And (3) ending the algorithm list, namely indicating that the parent list is in a completion state, and reporting all the child lists (including success in forming, list removing or list refusing).
Automatic alignment, which is to automatically align the position of the real disc bin with the position of the strategy bin in the process of executing the transaction signal.
Non-automatic alignment-corresponding to an automatic alignment task, as distinguished from manual alignment. Refers to a transaction mode in which an algorithm is adopted to conduct automatic commission transactions without bin alignment.
Manual alignment, as distinguished from automatic transactions (including automatic alignment versus non-automatic alignment), refers to a transaction behavior in which manual intervention employs a form of manual intervention to conform a policy cartridge to a real disc cartridge. The manual alignment function is active in policy instance running states (including running and suspended).

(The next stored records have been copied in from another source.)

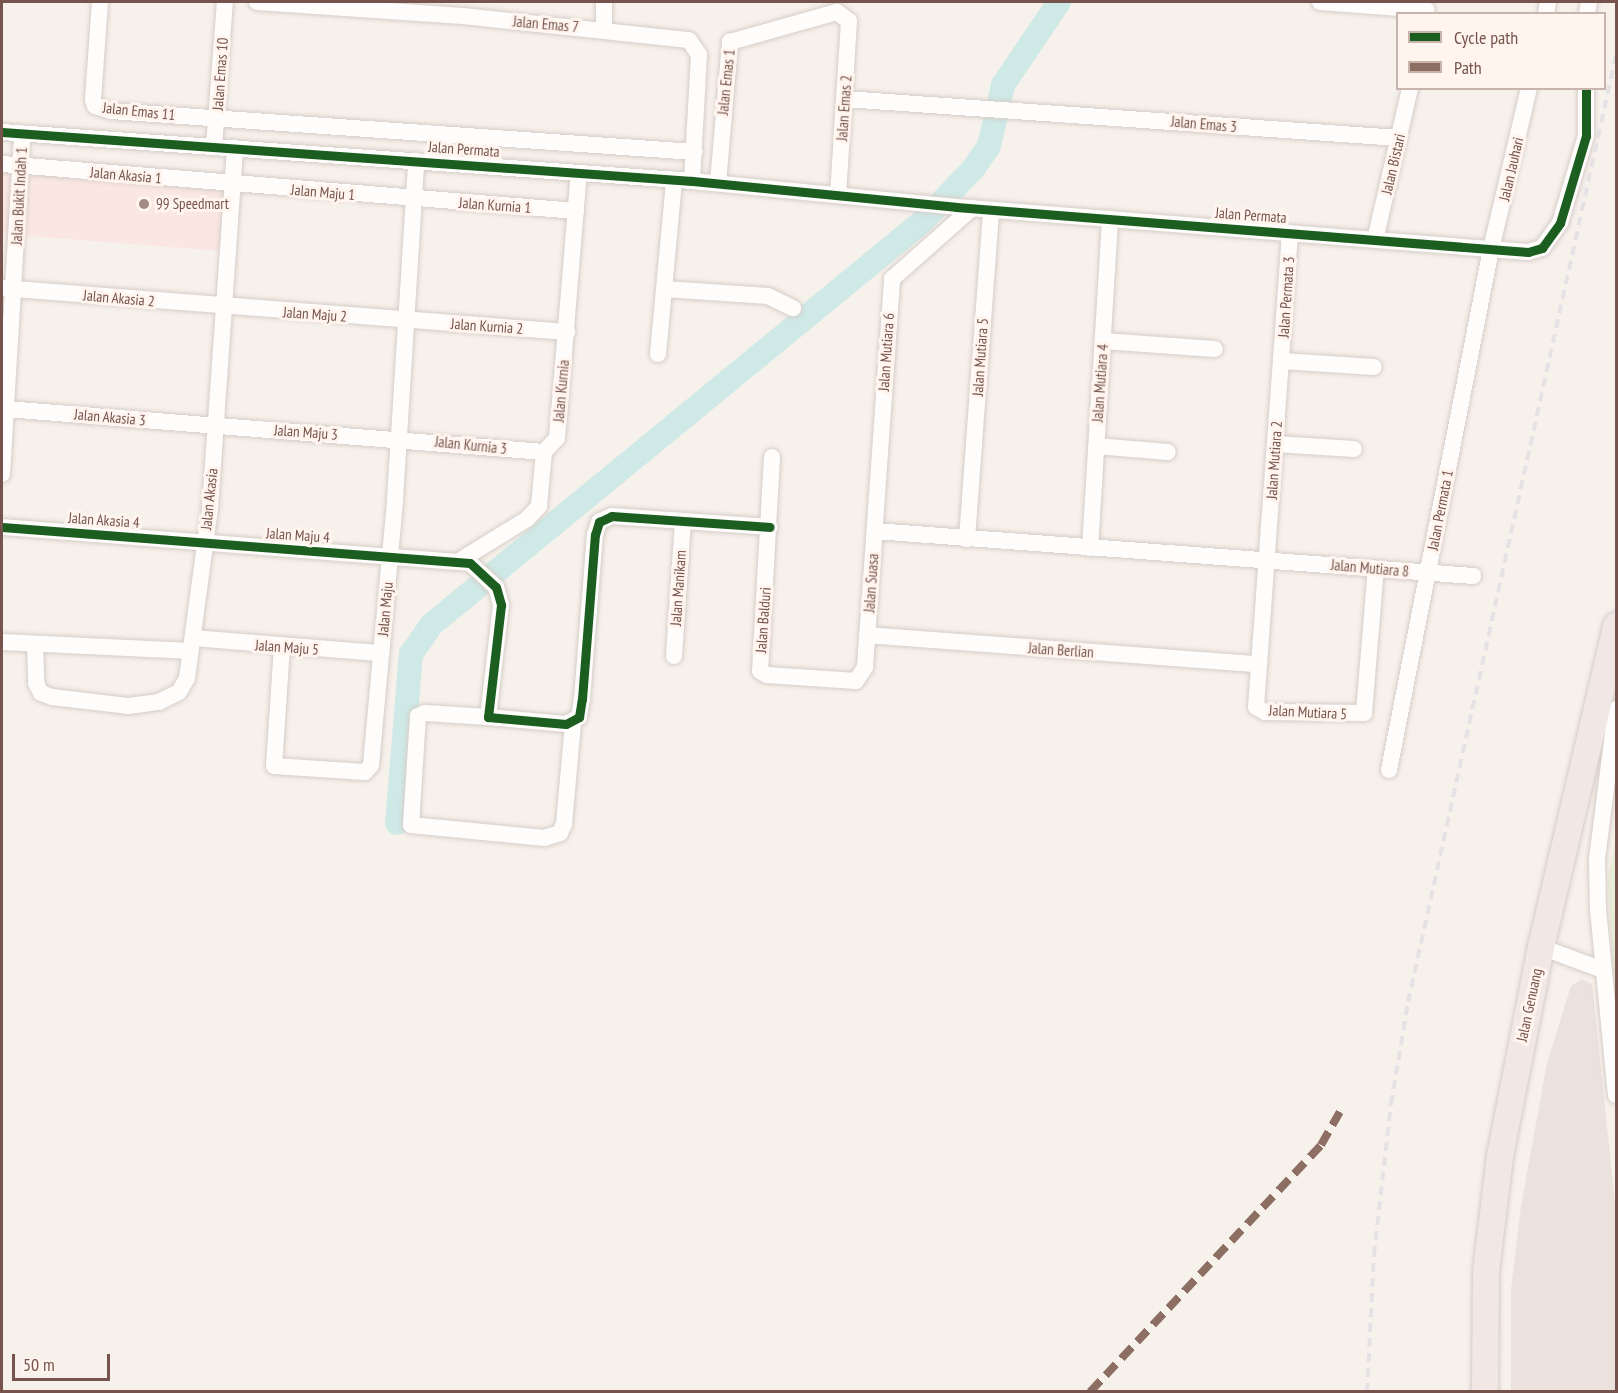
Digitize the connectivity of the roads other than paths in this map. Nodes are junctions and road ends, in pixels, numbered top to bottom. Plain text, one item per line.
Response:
1 (100, 2) edge
2 (225, 2) edge
3 (257, 2) edge
4 (604, 2) edge
5 (1320, 2) edge
6 (1427, 8) edge
7 (463, 9) edge
8 (849, 21) joint
9 (604, 29) junction
10 (1410, 90) edge
11 (1529, 90) edge
12 (1586, 90) edge
13 (845, 99) junction
14 (217, 118) junction
15 (2, 132) edge
16 (22, 134) junction
17 (1399, 138) junction
18 (214, 147) junction
19 (235, 148) junction
20 (695, 152) junction
21 (416, 161) junction
22 (2, 164) edge
23 (21, 166) junction
24 (579, 173) junction
25 (674, 180) junction
26 (692, 181) junction
27 (718, 183) junction
28 (232, 185) junction
29 (838, 195) junction
30 (414, 199) junction
31 (964, 208) junction
32 (990, 210) junction
33 (576, 211) junction
34 (1110, 219) junction
35 (1290, 233) junction
36 (1375, 240) junction
37 (1491, 249) junction
38 (8, 288) edge
39 (665, 289) junction
40 (224, 307) junction
41 (793, 308) dead end
42 (407, 321) junction
43 (567, 332) junction
44 (1103, 341) junction
45 (1215, 349) dead end
46 (658, 354) dead end
47 (1282, 361) junction
48 (1374, 367) dead end
49 (6, 409) junction
50 (214, 426) junction
51 (398, 438) junction
52 (1275, 444) junction
53 (1096, 446) junction
54 (1354, 449) dead end
55 (544, 452) junction
56 (1168, 452) dead end
57 (772, 457) dead end
58 (2, 474) edge
59 (683, 521) junction
60 (2, 527) edge
61 (770, 527) junction
62 (875, 531) junction
63 (967, 539) junction
64 (205, 543) junction
65 (1090, 548) junction
66 (390, 557) junction
67 (1266, 560) junction
68 (459, 561) junction
69 (1376, 568) junction
70 (1428, 573) junction
71 (1473, 576) dead end
72 (1617, 626) edge
73 (867, 635) junction
74 (2, 642) edge
75 (36, 645) junction
76 (192, 645) junction
77 (282, 646) junction
78 (381, 653) junction
79 (674, 656) dead end
80 (1256, 664) junction
81 (1617, 679) edge
82 (1617, 709) edge
83 (488, 717) junction
84 (573, 723) junction
85 (1389, 770) dead end
86 (1548, 948) junction
87 (1603, 970) junction
88 (1617, 1095) edge
89 (1485, 1392) edge
90 (1497, 1392) edge

1 - 14 street, Jalan Emas 11
2 - 14 street, Jalan Emas 10
3 - 7 street, Jalan Emas 7
4 - 9 street
5 - 6 street
7 - 9 street, Jalan Emas 7
8 - 13 street, Jalan Emas 2
8 - 27 street, Jalan Emas 1
9 - 20 street, Jalan Emas 7
10 - 17 street, Jalan Bistari
11 - 37 street, Jalan Jauhari
12 - 37 street, Jalan Permata
13 - 17 street, Jalan Emas 3
13 - 29 street, Jalan Emas 2
14 - 18 street, Jalan Emas 10
14 - 20 street
15 - 16 street, Jalan Permata
16 - 18 street, Jalan Permata
16 - 23 street, Jalan Bukit Indah 1
17 - 36 street, Jalan Bistari
18 - 19 street, Jalan Permata
19 - 21 street, Jalan Permata
19 - 28 street, Jalan Akasia
20 - 26 street, Jalan Emas 7
21 - 24 street, Jalan Permata
21 - 30 street, Jalan Maju
22 - 23 street, Jalan Akasia 1
23 - 28 street, Jalan Akasia 1
23 - 38 street, Jalan Bukit Indah 1
24 - 25 street, Jalan Permata
24 - 33 street, Jalan Kurnia
25 - 26 street, Jalan Permata
25 - 39 street
26 - 27 street, Jalan Permata
27 - 29 street, Jalan Permata
28 - 30 street, Jalan Maju 1
28 - 40 street, Jalan Akasia
29 - 31 street, Jalan Permata
30 - 33 street, Jalan Kurnia 1
30 - 42 street, Jalan Maju
31 - 32 street, Jalan Permata
31 - 62 street, Jalan Mutiara 6
32 - 34 street, Jalan Permata
32 - 63 street, Jalan Mutiara 5
33 - 43 street, Jalan Kurnia
34 - 35 street, Jalan Permata
34 - 44 street, Jalan Mutiara 4
35 - 36 street, Jalan Permata
35 - 47 street, Jalan Permata 3
36 - 37 street, Jalan Permata
37 - 70 street, Jalan Permata 1
38 - 40 street, Jalan Akasia 2
38 - 49 street, Jalan Bukit Indah 1
39 - 41 street
39 - 46 street
40 - 42 street, Jalan Maju 2
40 - 50 street, Jalan Akasia
42 - 43 street, Jalan Kurnia 2
42 - 51 street, Jalan Maju
43 - 55 street, Jalan Kurnia
44 - 45 street
44 - 53 street, Jalan Mutiara 4
47 - 48 street
47 - 52 street, Jalan Mutiara 2
49 - 50 street, Jalan Akasia 3
49 - 58 street, Jalan Bukit Indah 1
50 - 51 street, Jalan Maju 3
50 - 64 street, Jalan Akasia
51 - 55 street, Jalan Kurnia 3
51 - 66 street, Jalan Maju
52 - 54 street
52 - 67 street, Jalan Mutiara 2
53 - 56 street
53 - 65 street, Jalan Mutiara 4
55 - 68 street, Jalan Kurnia
57 - 61 street, Jalan Balduri
59 - 61 street
59 - 79 street, Jalan Manikam
59 - 84 street
60 - 64 street, Jalan Akasia 4
61 - 73 street, Jalan Balduri
62 - 63 street
62 - 73 street, Jalan Suasa
63 - 65 street
64 - 66 street, Jalan Maju 4
64 - 76 street, Jalan Akasia
65 - 67 street
66 - 68 street, Jalan Maju 4
66 - 78 street, Jalan Maju
67 - 69 street, Jalan Mutiara 8
67 - 80 street, Jalan Mutiara 5
68 - 83 street, Jalan Maju 4
69 - 70 street, Jalan Mutiara 8
69 - 80 street, Jalan Mutiara 5
70 - 71 street, Jalan Mutiara 8
70 - 85 street, Jalan Permata 1
72 - 86 highway, Jalan Genuang
73 - 80 street, Jalan Berlian
74 - 75 street, Jalan Maju 5
75 - 76 street, Jalan Maju 5
75 - 76 street, Jalan Akasia
76 - 77 street, Jalan Maju 5
77 - 78 street, Jalan Maju 5
77 - 78 street, Jalan Maju
81 - 86 highway, Jalan Genuang
82 - 87 street
83 - 84 street
83 - 84 street
86 - 87 street
86 - 89 highway, Jalan Genuang
86 - 90 highway, Jalan Genuang
87 - 88 street

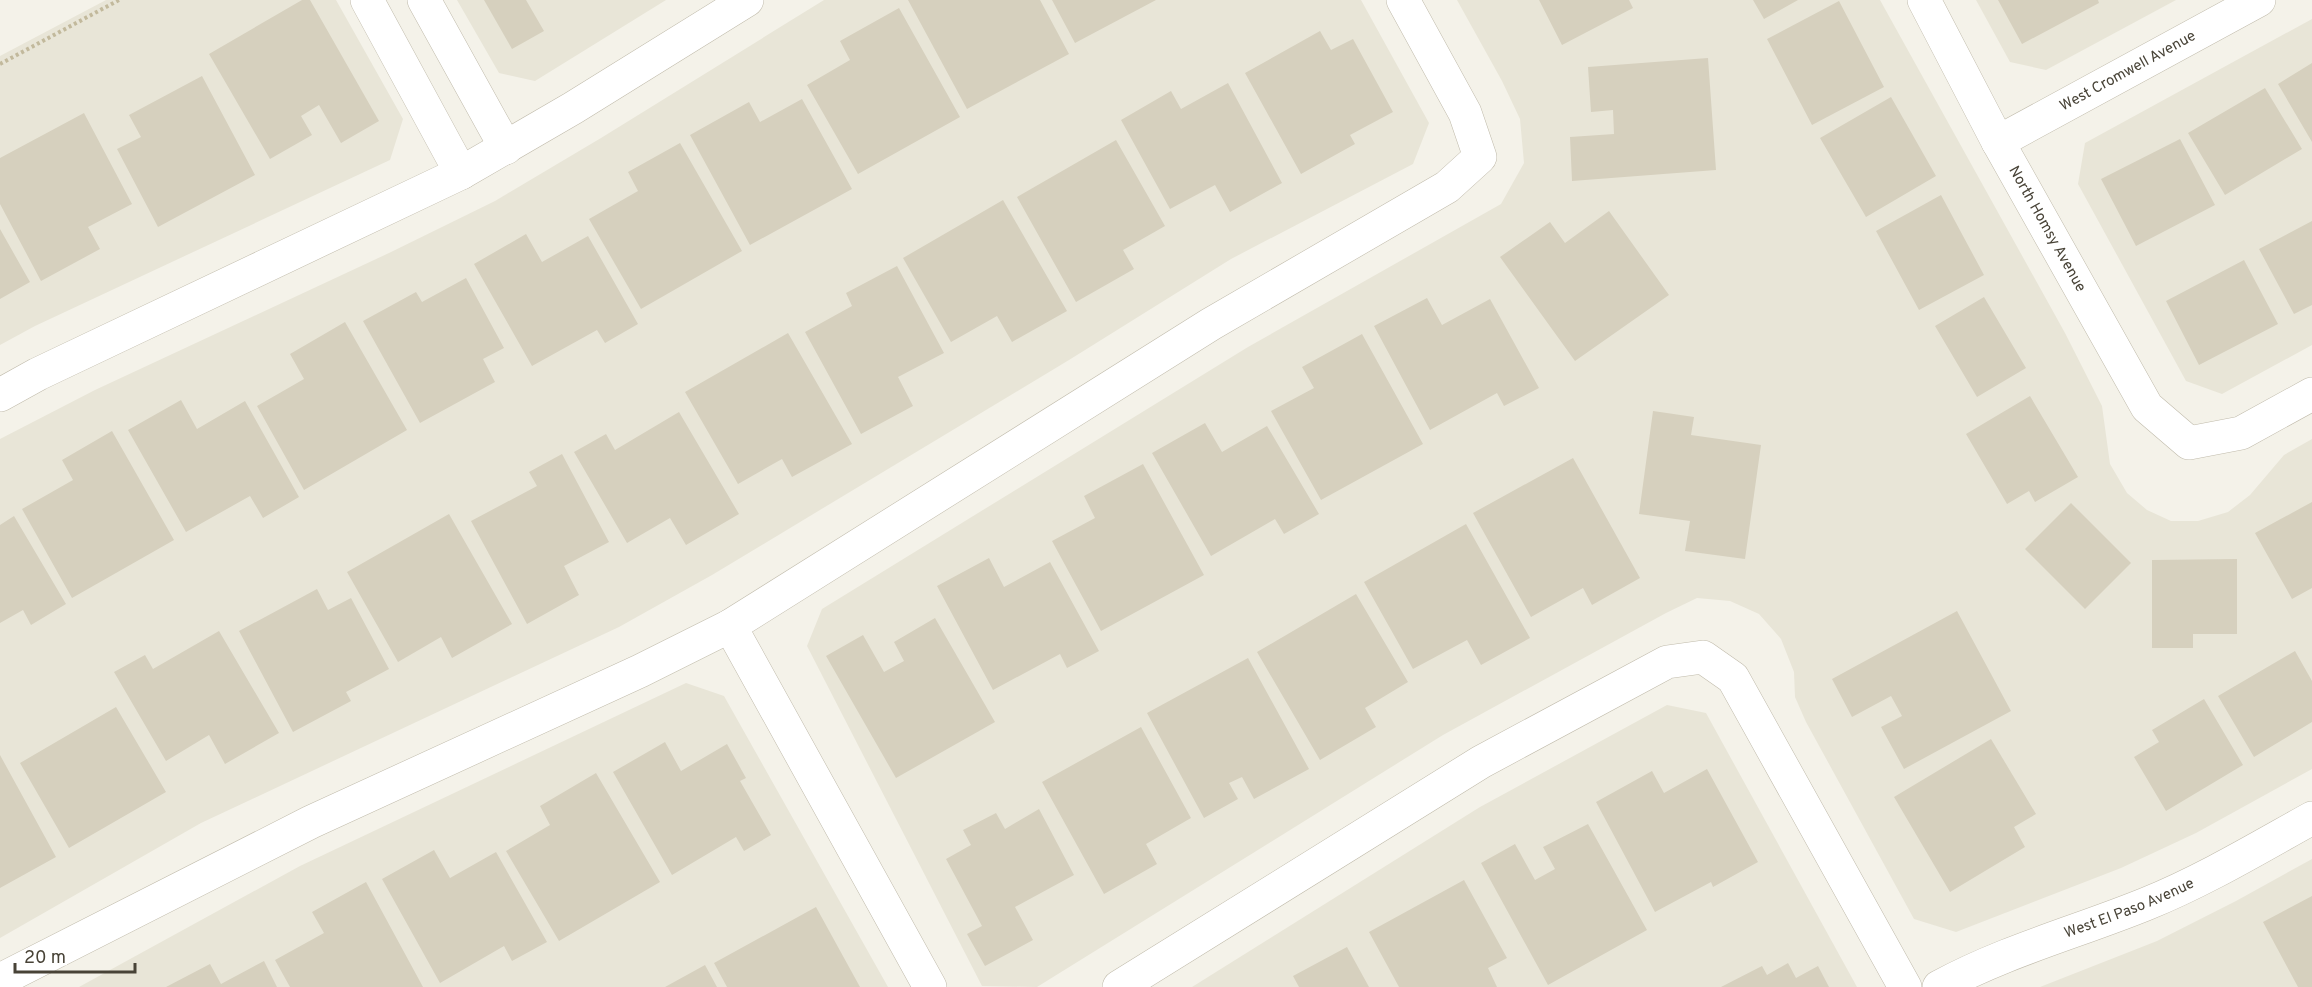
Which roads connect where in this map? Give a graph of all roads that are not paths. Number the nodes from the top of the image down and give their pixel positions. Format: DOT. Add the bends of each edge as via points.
graph roads {
  1 [pos="367,0"];
  2 [pos="424,0"];
  3 [pos="747,0"];
  4 [pos="1403,0"];
  5 [pos="1924,0"];
  6 [pos="2259,0"];
  7 [pos="1998,142"];
  8 [pos="506,148"];
  9 [pos="461,173"];
  10 [pos="2312,394"];
  11 [pos="0,395"];
  12 [pos="730,626"];
  13 [pos="2312,819"];
  14 [pos="0,980"];
  15 [pos="930,987"];
  16 [pos="1119,987"];
  17 [pos="1905,987"];
  18 [pos="1939,987"];
  1 -- 9 [label="street"];
  2 -- 8 [label="street"];
  3 -- 8 [label="street"];
  4 -- 12 [label="street" via="1465,113 1480,157 1447,187 1210,324"];
  5 -- 7 [label="street, North Homsy Avenue"];
  6 -- 7 [label="street, West Cromwell Avenue"];
  7 -- 10 [label="street, North Homsy Avenue" via="2147,406 2189,443 2241,434"];
  8 -- 9 [label="street"];
  9 -- 11 [label="street"];
  12 -- 14 [label="street" via="311,822"];
  12 -- 15 [label="street"];
  13 -- 18 [label="street, West El Paso Avenue" via="2147,904 2020,949"];
  16 -- 17 [label="street" via="1481,762 1667,662 1703,657 1733,678"];
}
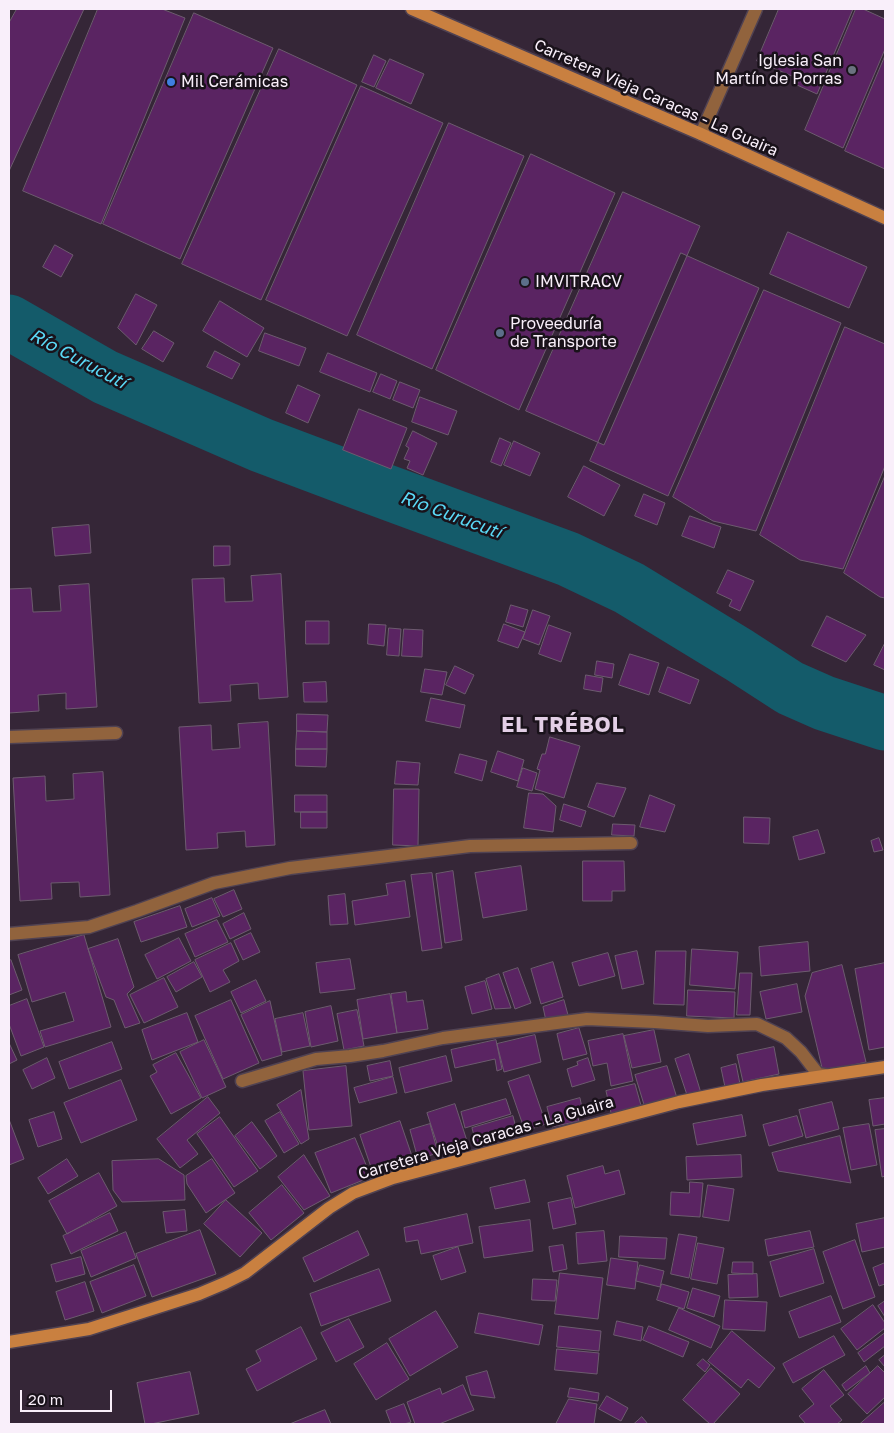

And the price tracking list is that when the order list is not submitted for a period of time, the order list is removed, the new order list is adopted to re-report the order list (the price tracking list), and the price of the newly reported order list can be divided into the price tracking list, the price tracking list and the latest price tracking list. Sometimes the price pair is also referred to as an opponent price.
Price-matching and list-following: if buying is to be performed, buying is performed by using a selling price for price tracking.
Hanging price and tracking list: if buying is to be carried out, buying is carried out by using buying price after the price is hung.
The latest price list is tracked: the latest price chasing list is bought or sold using the latest price (LastPrice).
Price limiting instruction: the order is reported by a limit order specified by the transaction, and the order needs to specify the order price.
Market price instruction: the market price specified by the exchange is used for reporting, the order does not need to specify the order price, and the exchange system can automatically convert the market price instruction into the price of the expansion and reduction stop plate of the order direction to participate in the transaction. The buying market price list can be converted into the rising market price to buy, and the selling market price list can be converted into the falling market price to sell.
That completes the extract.